FLUID EVOLUTION IN A GEM-BEARING POCKET PEGMATITE AT THE CRYO-GENIE MINE, SAN DIEGO COUNTY, CALIFORNIA. A NOVEL METHOD OF GEMSTONE EXPLORATION?

We are proposing a new exploration method for gemstones in LCT-type, pocket pegmatites using microthermometry and crush-leach chemical analysis of fluid inclusions. Upon exsolution from the crystallizing magma, fluids accumulate in pockets. During further cooling and crystallization, fluids released from ruptured pockets may become trapped in surrounding pegmatite crystals as secondary fluid inclusions. We sampled quartz in and around mineralized and non-mineralized pockets from the Cryo-Genie pegmatite located in the Chihuahua district of the San Diego pegmatite field, in order to test whether fluid inclusion analysis can be used to fingerprint the gemstone-bearing pockets. The Cryo-Genie pegmatite is a zoned, 2-4 m wide, 200 m long dike that has produced gem tourmaline and beryl specimens. We also systematically sampled along a cross-section of the pegmatite from the wall zone to the core to understand the fluid evolution during magma differentiation.

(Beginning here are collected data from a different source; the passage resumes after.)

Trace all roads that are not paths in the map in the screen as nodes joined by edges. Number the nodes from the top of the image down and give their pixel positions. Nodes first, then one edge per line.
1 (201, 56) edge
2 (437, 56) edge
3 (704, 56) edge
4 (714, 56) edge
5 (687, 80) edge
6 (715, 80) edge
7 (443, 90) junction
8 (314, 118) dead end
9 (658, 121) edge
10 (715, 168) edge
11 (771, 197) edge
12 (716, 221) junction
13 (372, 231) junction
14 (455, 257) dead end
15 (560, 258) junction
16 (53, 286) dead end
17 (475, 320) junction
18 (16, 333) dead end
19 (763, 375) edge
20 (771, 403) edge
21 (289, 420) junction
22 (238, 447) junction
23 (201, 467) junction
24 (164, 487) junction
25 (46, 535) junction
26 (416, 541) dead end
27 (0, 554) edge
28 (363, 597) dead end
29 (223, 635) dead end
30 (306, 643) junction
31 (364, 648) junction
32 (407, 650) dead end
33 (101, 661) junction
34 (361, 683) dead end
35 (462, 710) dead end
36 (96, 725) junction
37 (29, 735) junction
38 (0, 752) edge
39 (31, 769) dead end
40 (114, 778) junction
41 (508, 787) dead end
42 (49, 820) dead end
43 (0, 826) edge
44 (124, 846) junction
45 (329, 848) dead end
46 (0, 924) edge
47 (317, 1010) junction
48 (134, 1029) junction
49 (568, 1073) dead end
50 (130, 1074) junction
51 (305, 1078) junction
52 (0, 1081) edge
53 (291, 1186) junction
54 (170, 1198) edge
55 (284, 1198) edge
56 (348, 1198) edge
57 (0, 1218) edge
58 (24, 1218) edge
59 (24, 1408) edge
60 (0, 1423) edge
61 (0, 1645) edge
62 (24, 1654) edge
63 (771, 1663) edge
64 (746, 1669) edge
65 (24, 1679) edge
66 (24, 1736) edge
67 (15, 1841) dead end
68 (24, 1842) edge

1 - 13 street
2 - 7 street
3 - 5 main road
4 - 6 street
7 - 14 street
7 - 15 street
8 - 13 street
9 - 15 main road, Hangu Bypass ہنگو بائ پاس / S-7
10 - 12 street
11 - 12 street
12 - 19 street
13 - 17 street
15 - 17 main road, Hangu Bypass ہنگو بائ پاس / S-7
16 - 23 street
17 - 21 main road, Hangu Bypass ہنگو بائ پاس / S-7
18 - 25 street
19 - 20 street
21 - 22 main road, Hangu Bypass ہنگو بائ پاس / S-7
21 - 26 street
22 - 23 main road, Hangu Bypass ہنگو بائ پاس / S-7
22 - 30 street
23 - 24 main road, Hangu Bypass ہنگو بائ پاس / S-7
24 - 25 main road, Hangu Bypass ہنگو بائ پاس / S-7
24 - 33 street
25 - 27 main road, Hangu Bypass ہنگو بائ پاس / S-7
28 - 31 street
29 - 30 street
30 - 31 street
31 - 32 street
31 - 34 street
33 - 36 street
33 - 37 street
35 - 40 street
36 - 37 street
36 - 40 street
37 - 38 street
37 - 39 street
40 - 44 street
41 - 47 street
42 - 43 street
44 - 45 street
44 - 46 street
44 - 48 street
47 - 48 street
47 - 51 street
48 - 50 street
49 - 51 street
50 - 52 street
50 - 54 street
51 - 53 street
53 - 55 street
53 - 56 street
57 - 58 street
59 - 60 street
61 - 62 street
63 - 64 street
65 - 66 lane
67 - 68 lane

Two-phase, aqueous inclusions of low apparent salinity (average ice melt temperature of -1.6 ±0.4 °C) are dominant at Cryo-Genie. Ion chromatography on bulk-fluid leachates indicated a complex Cl, F, Na, and Li-rich composition. We established the primary vs. secondary character of inclusions based on textural evidence. We separated three main fluid types: type 1 represents an early magmatic fluid trapped in the pegmatite wall and intermediate zones; type 2 is a late magmatic fluid in the pegmatite core; and type 3 is fluid from pockets. The F/Cl and Li/Na atomic ratios of the three fluid types vary systematically. For example, the Li/Na ratios ranged from 0.02 - 0.1 in type 1, to 0.1 - 0.3 in type 2, up to 0.2 - 2.6 in type 3 fluid from mineralized pockets, but remained below 0.2 in non-mineralized pockets. The average homogenization temperature of the three types decreased modestly from 189 ±3°C, 166 ±1°C, to 161±9 °C, respectively. As anticipated, pegmatite samples situated near mineralized pockets yielded intermediate compositions, because, in addition to the early fluid (type 1 or 2), they were “contaminated” by late, type 3 fluid released from the pockets. Further study is necessary to test the applicability of microthermometry and Li-Na-F-Cl fluid systematics on surface samples to the exploration of unexposed gem pockets, before costly mining operations.